Many devices are compatible with Hubitat, and you can use Alexa and Google Assistant to control its devices. While it’s not designed to control everything remotely, it is possible (we said this wrong in our video above). It will require a VPN and some extra work.
Hubitat uses built-in apps to control and automate very devices around your home.
For example, their Rule Machine lets you create automations, while their Safety Monitor app looks for home intruders, water leaks, etc. By adding the Dashboard app, you can also view all of your devices in one place and customize its appearance.
Its growing community means more apps are also being developed for advanced controls.
If you’re a developer or love tinkering with gadgets, Home Assistant (also called Hass.io) is a cool option for setting things up exactly as you like them.
The software is free and open-sourced, so you can run it on any computer. It works well on a Raspberry Pi that you keep plugged in at home.
Home Assistant also has a very strong online community that can help you figure things out and get new ideas.
Home Assistant is compatible with the most devices of any of these hubs. The extra controls are nice for designing your home your way, and Home Assistant users are big fans of how it works.
The catch? It requires much more programming and tinkering.
Even if you’re a developer, there is a learning curve and set up work with Home Assistant. The design and UI are very confusing, so even simple automations are confusing to create. I modified YAML code to get it up and running, but it definitely took extra time compared to the other hubs listed here.
The community is working on making it easier to get Home Assistant installed, but it will still be awhile before it’s as straightforward as SmartThings.
If you think smart home tech should be easy, you may want to avoid Home Assistant.
Getting it working with Google Assistant or Alexa costs $5 per month, or extra programming that doesn’t seem very simple. Z-Wave and Zigbee compatibility requires a USB stick plugged into the Raspberry Pi. Controlling it remotely also takes some extra work.
All of this extra time and effort may make you want to go with a cloud-based hub if you’re deciding between SmartThings and Home Assistant.
You can use their native iOS app or control everything in the browser if you use Android.
Home Assistant gives you complete control over your smart home, its automation, and data behind how much you use each device. If you can get it going without too many headaches, it may be worth it to you.
Another option similar to HomeAssistant is OpenHAB. You might want to look into it if you’re thinking of going this route.
Besides the hubs listed above, there is other smart home hardware that people refer to as “hubs,” but I wouldn’t consider them hubs.

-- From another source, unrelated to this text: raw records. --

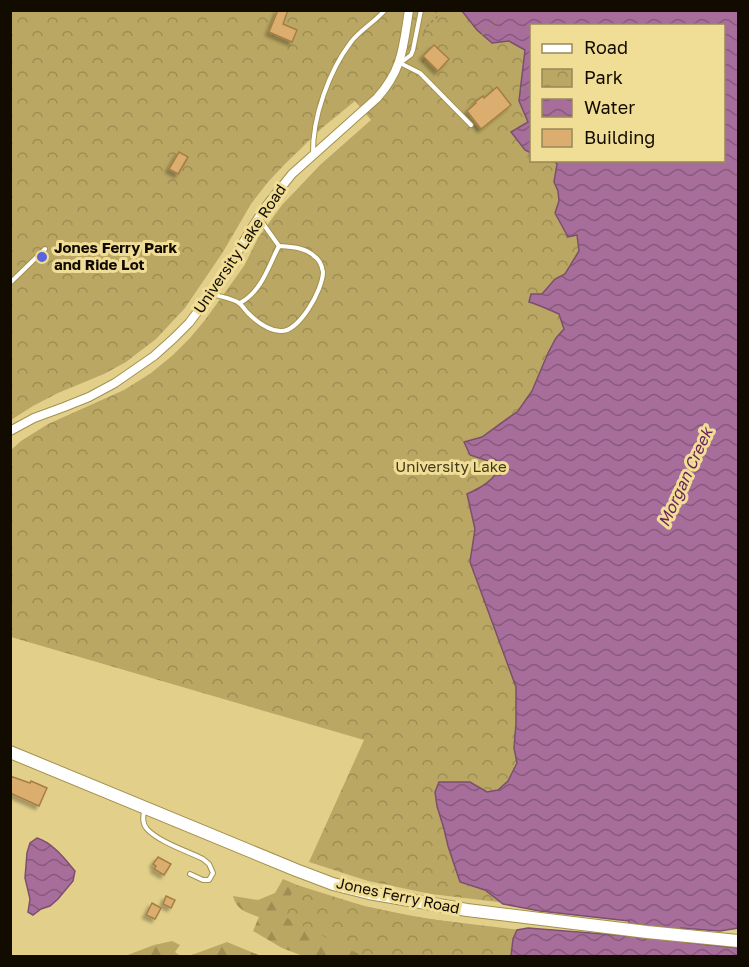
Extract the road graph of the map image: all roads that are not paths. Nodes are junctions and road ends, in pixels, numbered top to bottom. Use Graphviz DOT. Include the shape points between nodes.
graph roads {
  1 [pos="385,10"];
  2 [pos="409,10"];
  3 [pos="421,10"];
  4 [pos="400,63"];
  5 [pos="471,125"];
  6 [pos="313,155"];
  7 [pos="259,218"];
  8 [pos="279,246"];
  9 [pos="45,249"];
  10 [pos="10,283"];
  11 [pos="211,294"];
  12 [pos="240,303"];
  13 [pos="10,430"];
  14 [pos="10,752"];
  15 [pos="144,807"];
  16 [pos="190,874"];
  17 [pos="733,941"];
  1 -- 6 [label="lane" via="352,40 342,56 318,115"];
  2 -- 4 [label="street, University Lake Road"];
  3 -- 4 [label="lane" via="413,50"];
  4 -- 5 [label="lane" via="420,73"];
  4 -- 6 [label="street, University Lake Road" via="377,98"];
  6 -- 7 [label="street, University Lake Road" via="292,174"];
  7 -- 8 [label="lane"];
  7 -- 11 [label="street, University Lake Road"];
  8 -- 12 [label="lane" via="259,286"];
  8 -- 12 [label="lane" via="302,249 320,261 320,284 302,320 283,332 272,330"];
  9 -- 10 [label="lane"];
  11 -- 12 [label="lane"];
  11 -- 13 [label="street, University Lake Road" via="174,338 132,372 89,397"];
  14 -- 15 [label="street, Jones Ferry Road"];
  15 -- 16 [label="lane" via="147,829 203,859 213,873 209,880"];
  15 -- 17 [label="street, Jones Ferry Road" via="333,884 403,900 563,923"];
}
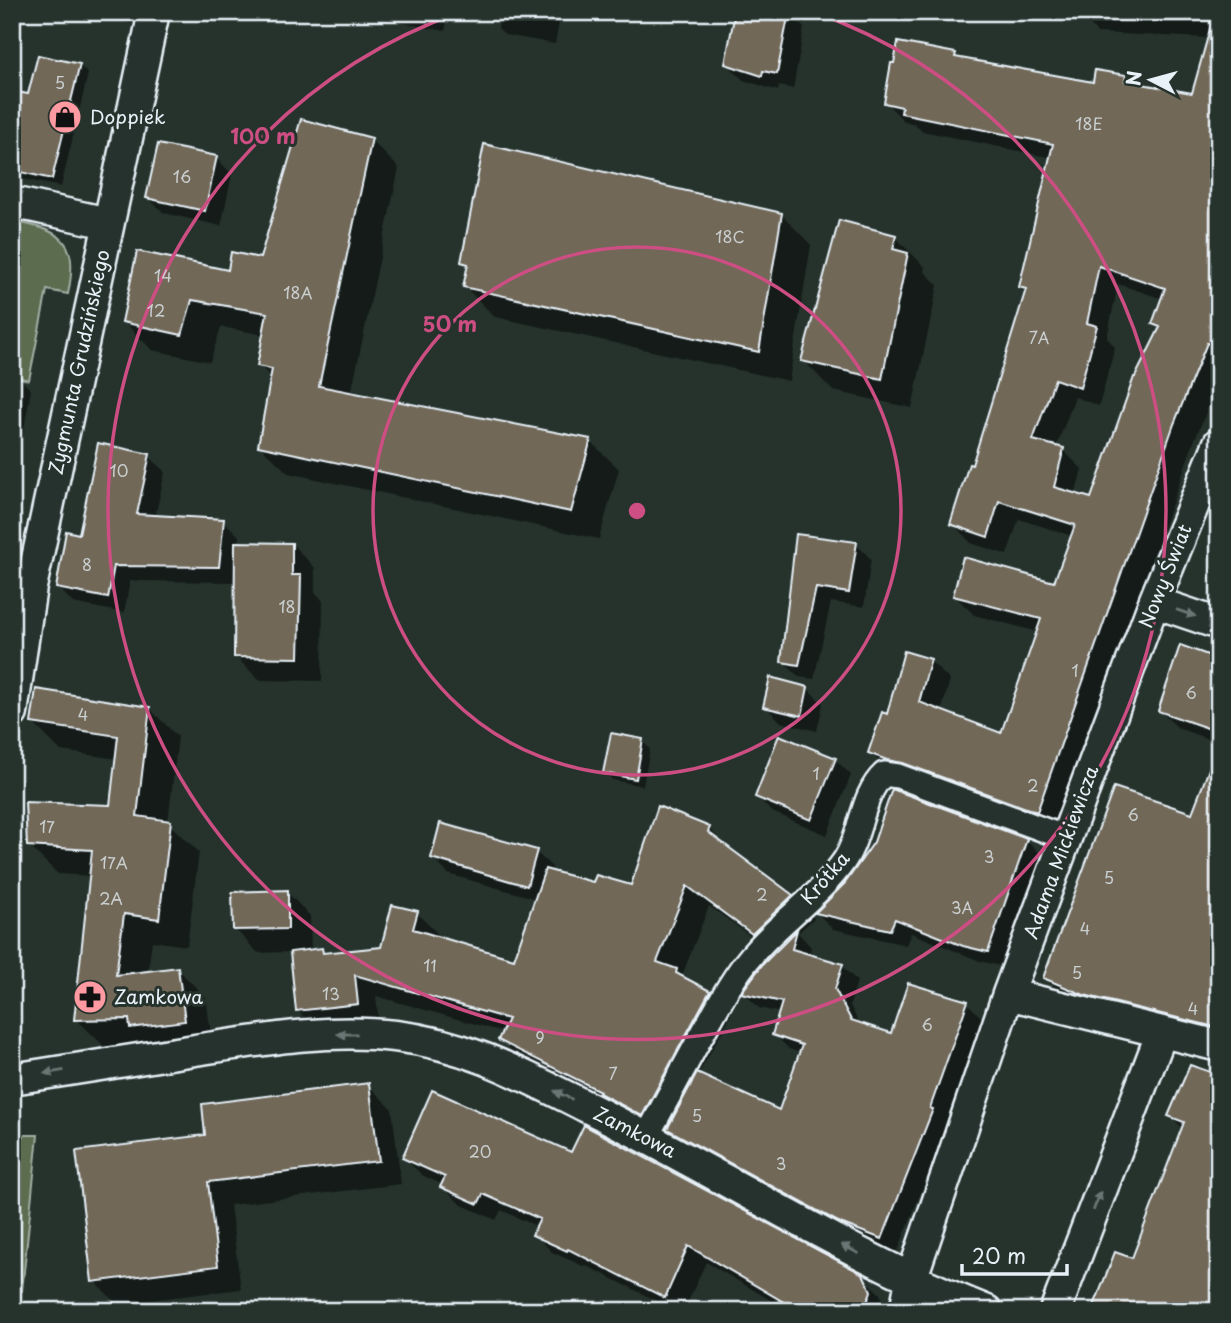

A hub communicates with all of your smart home devices and connects them to the internet. By using Zigbee/Z-Wave protocol, your devices can talk with the hub that’s connected to your internet.
This keeps your bandwidth clear since so all of your devices aren’t connecting directly with the internet, but rather your hub.
Here are a few other devices that some people call “hubs:”
- Philips Hue Bridge: The Hue bridge plugs into your router. All of your Hue bulbs communicate with it to connect with the internet. But since it’s only for these bulbs, it’s not really a hub, even though it’s called a hub frequently. (We’ve even called this a hub in the past, whoops).
- Google Home/Echo Dot: These are for controlling devices around your home using your voice. While the Echo Plus 2nd gen has Zigbee built in, it doesn’t have the robust automation options that you would see with a traditional hub. Do you think it’s a hub? It can automate routines, but it can’t connect to Z-Wave devices so some would say it isn’t a hub.
- Harmony Hub: Ok, actually this one is kind of a hub. Harmony is mostly a “hub” for controlling your media devices like DVD players, your TV, etc. There are also automations you can do within Harmony, but it’s not easy or ideal for automating your entire home in one place.